It is important to note that no single profession exists without a theoretical basis. Just like other professions, nursing has its assumptions (either shared or borrowed) by nursing experts. It is good to point out that, borrowed assumptions in nursing are helpful to experts as they assist them in laying their basis on how to handle situations at hand (McKenna, and Slevin, 2011). In essence, the core significance of borrowed assumptions in nursing is that it offers a basis of a given scenario. This means that nurse are then allowed to use a necessary model to offer well being care to their patients. The borrowed theories assist in advancing nursing knowledge to assist in handling patients in a way that they acquire the right services. Borrowing of theories in a collaborative manner strengthens the interpretation and comprehension of human situations (Barker, 2009). Borrowed theories have helped nursing examiners to advance nursing unique assumptions (for instance, self care deficits and hypothesis of objective achievement).
Borrowed Theory Framework Application
Among the many borrowed theories, transformational theory is important to advanced nursing. It focuses on supervision, organization, and group performance, and it also stresses on the ideas that individuals can work more efficiently when they have a sense of mission (McHugh et al, 2011). Since the theory requires front-runners to communicate their vision in a way that is consequential, thrilling, and establishes harmony and communal principle, it is essential for progressing experts in advanced nursing (Al-Touby, 2012).
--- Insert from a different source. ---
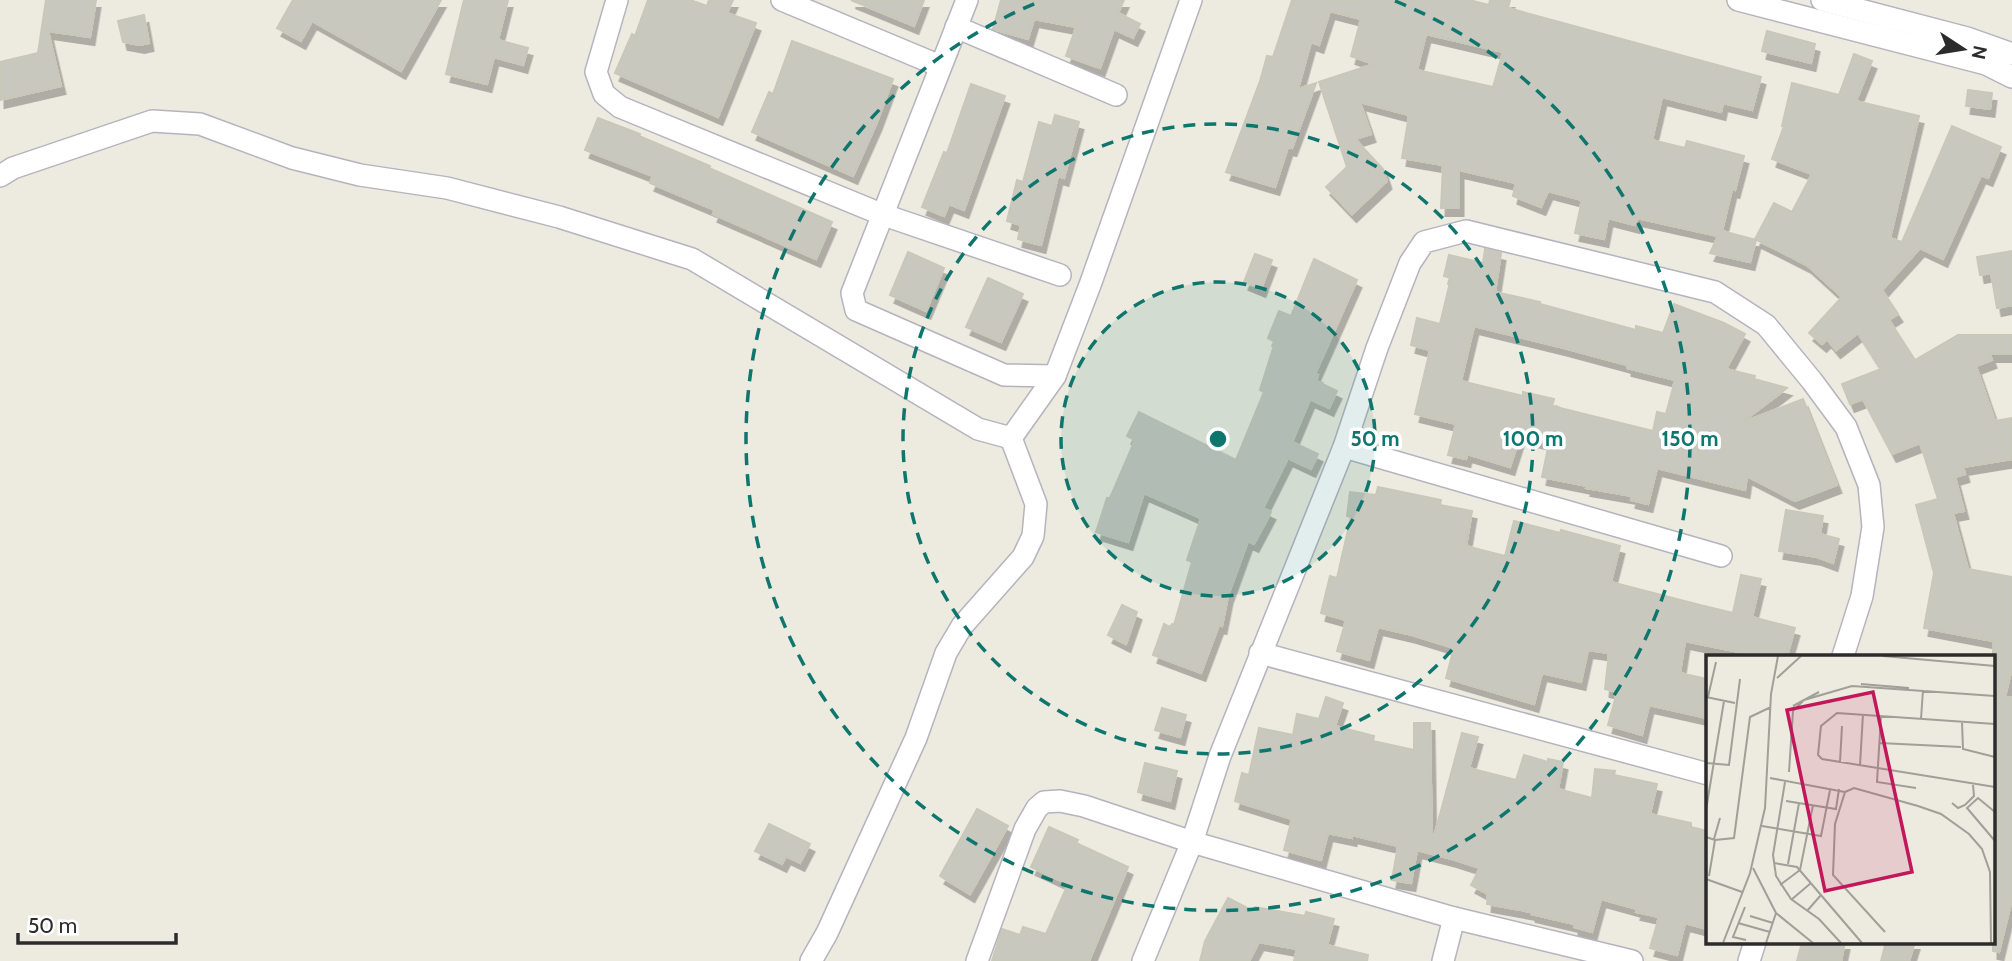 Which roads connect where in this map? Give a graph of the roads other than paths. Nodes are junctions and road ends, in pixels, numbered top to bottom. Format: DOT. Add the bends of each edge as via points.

The theory and its framework progresses advanced nursing, in that an administrator gets committed by having a vision that gives him the capacity to empower other experts through motivation to perform beyond expectations.
Al-Touby, S. S. (2012). “Functional results-oriented healthcare leadership: a novel leadership model.” Oman Med J 27(2):104-107.
Barker, M. A. (2009). Advanced Practice Nursing: Essential Knowledge for the Profession. Jones & Bartlett Learning.
McHugh, et al. (2011). High-performance work Systems in health care management, part 1: development of an evidence-informed model. Health Care Management Review 2011.36(3), 201-213.
McKenna, H. and Slevin, O. (2011). Vital Notes for Nurses: Nursing Models, Theories and Practice. Boston: John Wiley & Sons.